Dataset records:
******************************
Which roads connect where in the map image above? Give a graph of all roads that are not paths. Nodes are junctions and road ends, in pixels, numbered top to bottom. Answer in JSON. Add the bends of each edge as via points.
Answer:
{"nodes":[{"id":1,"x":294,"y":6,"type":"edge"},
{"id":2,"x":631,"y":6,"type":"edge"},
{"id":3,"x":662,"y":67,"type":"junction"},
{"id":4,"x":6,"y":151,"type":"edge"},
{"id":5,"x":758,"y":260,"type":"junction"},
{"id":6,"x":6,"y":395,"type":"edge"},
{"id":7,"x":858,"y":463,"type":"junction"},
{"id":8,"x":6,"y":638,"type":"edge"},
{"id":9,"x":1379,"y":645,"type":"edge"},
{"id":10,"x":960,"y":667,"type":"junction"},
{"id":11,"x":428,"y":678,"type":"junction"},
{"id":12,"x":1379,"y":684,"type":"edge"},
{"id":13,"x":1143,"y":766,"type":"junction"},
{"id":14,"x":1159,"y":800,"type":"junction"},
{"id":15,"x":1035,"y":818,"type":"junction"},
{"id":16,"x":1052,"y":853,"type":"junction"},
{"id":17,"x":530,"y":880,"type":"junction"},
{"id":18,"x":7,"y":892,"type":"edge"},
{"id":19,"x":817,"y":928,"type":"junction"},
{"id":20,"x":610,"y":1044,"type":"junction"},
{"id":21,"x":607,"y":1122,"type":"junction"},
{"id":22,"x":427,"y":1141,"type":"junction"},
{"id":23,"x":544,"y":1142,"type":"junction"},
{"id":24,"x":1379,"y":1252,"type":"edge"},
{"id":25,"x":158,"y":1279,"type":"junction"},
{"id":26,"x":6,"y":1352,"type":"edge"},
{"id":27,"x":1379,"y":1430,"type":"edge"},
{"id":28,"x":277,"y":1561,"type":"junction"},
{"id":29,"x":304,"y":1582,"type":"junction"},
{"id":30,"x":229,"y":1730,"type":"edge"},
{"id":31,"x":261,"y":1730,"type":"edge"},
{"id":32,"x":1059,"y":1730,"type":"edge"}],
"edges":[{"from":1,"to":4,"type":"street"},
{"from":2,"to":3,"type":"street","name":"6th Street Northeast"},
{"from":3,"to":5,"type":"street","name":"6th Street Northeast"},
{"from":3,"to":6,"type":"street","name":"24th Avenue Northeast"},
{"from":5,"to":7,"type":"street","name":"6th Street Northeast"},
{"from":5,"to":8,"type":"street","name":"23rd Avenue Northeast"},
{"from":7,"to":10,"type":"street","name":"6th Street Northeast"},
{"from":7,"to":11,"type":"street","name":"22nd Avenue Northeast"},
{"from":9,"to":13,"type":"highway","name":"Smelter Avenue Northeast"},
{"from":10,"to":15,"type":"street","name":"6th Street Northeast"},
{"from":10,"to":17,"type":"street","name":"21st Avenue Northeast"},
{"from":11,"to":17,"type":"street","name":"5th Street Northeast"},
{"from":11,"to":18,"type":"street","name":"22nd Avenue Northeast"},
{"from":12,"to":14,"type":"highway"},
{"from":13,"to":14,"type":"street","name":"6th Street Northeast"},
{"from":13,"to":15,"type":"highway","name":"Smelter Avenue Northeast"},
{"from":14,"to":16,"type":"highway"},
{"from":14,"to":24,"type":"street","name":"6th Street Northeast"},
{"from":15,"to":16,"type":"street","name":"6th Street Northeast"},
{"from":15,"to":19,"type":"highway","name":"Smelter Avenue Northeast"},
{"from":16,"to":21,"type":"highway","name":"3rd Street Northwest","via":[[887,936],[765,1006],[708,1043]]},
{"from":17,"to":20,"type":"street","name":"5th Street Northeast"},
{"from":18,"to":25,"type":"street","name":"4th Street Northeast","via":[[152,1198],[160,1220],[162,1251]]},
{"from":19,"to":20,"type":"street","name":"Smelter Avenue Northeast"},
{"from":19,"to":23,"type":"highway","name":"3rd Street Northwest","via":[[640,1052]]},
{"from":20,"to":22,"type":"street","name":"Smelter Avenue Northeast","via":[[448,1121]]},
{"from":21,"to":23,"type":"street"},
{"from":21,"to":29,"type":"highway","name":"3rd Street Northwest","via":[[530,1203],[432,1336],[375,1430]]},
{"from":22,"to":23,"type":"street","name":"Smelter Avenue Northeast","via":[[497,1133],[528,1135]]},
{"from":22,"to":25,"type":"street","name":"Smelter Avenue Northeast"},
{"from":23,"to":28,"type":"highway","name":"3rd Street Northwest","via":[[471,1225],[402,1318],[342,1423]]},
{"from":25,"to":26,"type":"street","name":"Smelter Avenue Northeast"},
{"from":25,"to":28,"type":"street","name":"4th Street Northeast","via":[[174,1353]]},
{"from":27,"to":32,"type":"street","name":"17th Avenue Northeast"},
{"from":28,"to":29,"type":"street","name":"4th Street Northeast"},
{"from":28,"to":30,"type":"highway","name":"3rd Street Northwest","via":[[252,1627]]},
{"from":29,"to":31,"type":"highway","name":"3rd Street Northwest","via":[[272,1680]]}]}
******************************
Task details
Would you copy each line of the data exactly as it appears above?

The completed task
Which roads connect where in the map image above? Give a graph of all roads that are not paths. Nodes are junctions and road ends, in pixels, numbered top to bottom. Answer in JSON. Add the bends of each edge as via points.
Answer:
{"nodes":[{"id":1,"x":294,"y":6,"type":"edge"},
{"id":2,"x":631,"y":6,"type":"edge"},
{"id":3,"x":662,"y":67,"type":"junction"},
{"id":4,"x":6,"y":151,"type":"edge"},
{"id":5,"x":758,"y":260,"type":"junction"},
{"id":6,"x":6,"y":395,"type":"edge"},
{"id":7,"x":858,"y":463,"type":"junction"},
{"id":8,"x":6,"y":638,"type":"edge"},
{"id":9,"x":1379,"y":645,"type":"edge"},
{"id":10,"x":960,"y":667,"type":"junction"},
{"id":11,"x":428,"y":678,"type":"junction"},
{"id":12,"x":1379,"y":684,"type":"edge"},
{"id":13,"x":1143,"y":766,"type":"junction"},
{"id":14,"x":1159,"y":800,"type":"junction"},
{"id":15,"x":1035,"y":818,"type":"junction"},
{"id":16,"x":1052,"y":853,"type":"junction"},
{"id":17,"x":530,"y":880,"type":"junction"},
{"id":18,"x":7,"y":892,"type":"edge"},
{"id":19,"x":817,"y":928,"type":"junction"},
{"id":20,"x":610,"y":1044,"type":"junction"},
{"id":21,"x":607,"y":1122,"type":"junction"},
{"id":22,"x":427,"y":1141,"type":"junction"},
{"id":23,"x":544,"y":1142,"type":"junction"},
{"id":24,"x":1379,"y":1252,"type":"edge"},
{"id":25,"x":158,"y":1279,"type":"junction"},
{"id":26,"x":6,"y":1352,"type":"edge"},
{"id":27,"x":1379,"y":1430,"type":"edge"},
{"id":28,"x":277,"y":1561,"type":"junction"},
{"id":29,"x":304,"y":1582,"type":"junction"},
{"id":30,"x":229,"y":1730,"type":"edge"},
{"id":31,"x":261,"y":1730,"type":"edge"},
{"id":32,"x":1059,"y":1730,"type":"edge"}],
"edges":[{"from":1,"to":4,"type":"street"},
{"from":2,"to":3,"type":"street","name":"6th Street Northeast"},
{"from":3,"to":5,"type":"street","name":"6th Street Northeast"},
{"from":3,"to":6,"type":"street","name":"24th Avenue Northeast"},
{"from":5,"to":7,"type":"street","name":"6th Street Northeast"},
{"from":5,"to":8,"type":"street","name":"23rd Avenue Northeast"},
{"from":7,"to":10,"type":"street","name":"6th Street Northeast"},
{"from":7,"to":11,"type":"street","name":"22nd Avenue Northeast"},
{"from":9,"to":13,"type":"highway","name":"Smelter Avenue Northeast"},
{"from":10,"to":15,"type":"street","name":"6th Street Northeast"},
{"from":10,"to":17,"type":"street","name":"21st Avenue Northeast"},
{"from":11,"to":17,"type":"street","name":"5th Street Northeast"},
{"from":11,"to":18,"type":"street","name":"22nd Avenue Northeast"},
{"from":12,"to":14,"type":"highway"},
{"from":13,"to":14,"type":"street","name":"6th Street Northeast"},
{"from":13,"to":15,"type":"highway","name":"Smelter Avenue Northeast"},
{"from":14,"to":16,"type":"highway"},
{"from":14,"to":24,"type":"street","name":"6th Street Northeast"},
{"from":15,"to":16,"type":"street","name":"6th Street Northeast"},
{"from":15,"to":19,"type":"highway","name":"Smelter Avenue Northeast"},
{"from":16,"to":21,"type":"highway","name":"3rd Street Northwest","via":[[887,936],[765,1006],[708,1043]]},
{"from":17,"to":20,"type":"street","name":"5th Street Northeast"},
{"from":18,"to":25,"type":"street","name":"4th Street Northeast","via":[[152,1198],[160,1220],[162,1251]]},
{"from":19,"to":20,"type":"street","name":"Smelter Avenue Northeast"},
{"from":19,"to":23,"type":"highway","name":"3rd Street Northwest","via":[[640,1052]]},
{"from":20,"to":22,"type":"street","name":"Smelter Avenue Northeast","via":[[448,1121]]},
{"from":21,"to":23,"type":"street"},
{"from":21,"to":29,"type":"highway","name":"3rd Street Northwest","via":[[530,1203],[432,1336],[375,1430]]},
{"from":22,"to":23,"type":"street","name":"Smelter Avenue Northeast","via":[[497,1133],[528,1135]]},
{"from":22,"to":25,"type":"street","name":"Smelter Avenue Northeast"},
{"from":23,"to":28,"type":"highway","name":"3rd Street Northwest","via":[[471,1225],[402,1318],[342,1423]]},
{"from":25,"to":26,"type":"street","name":"Smelter Avenue Northeast"},
{"from":25,"to":28,"type":"street","name":"4th Street Northeast","via":[[174,1353]]},
{"from":27,"to":32,"type":"street","name":"17th Avenue Northeast"},
{"from":28,"to":29,"type":"street","name":"4th Street Northeast"},
{"from":28,"to":30,"type":"highway","name":"3rd Street Northwest","via":[[252,1627]]},
{"from":29,"to":31,"type":"highway","name":"3rd Street Northwest","via":[[272,1680]]}]}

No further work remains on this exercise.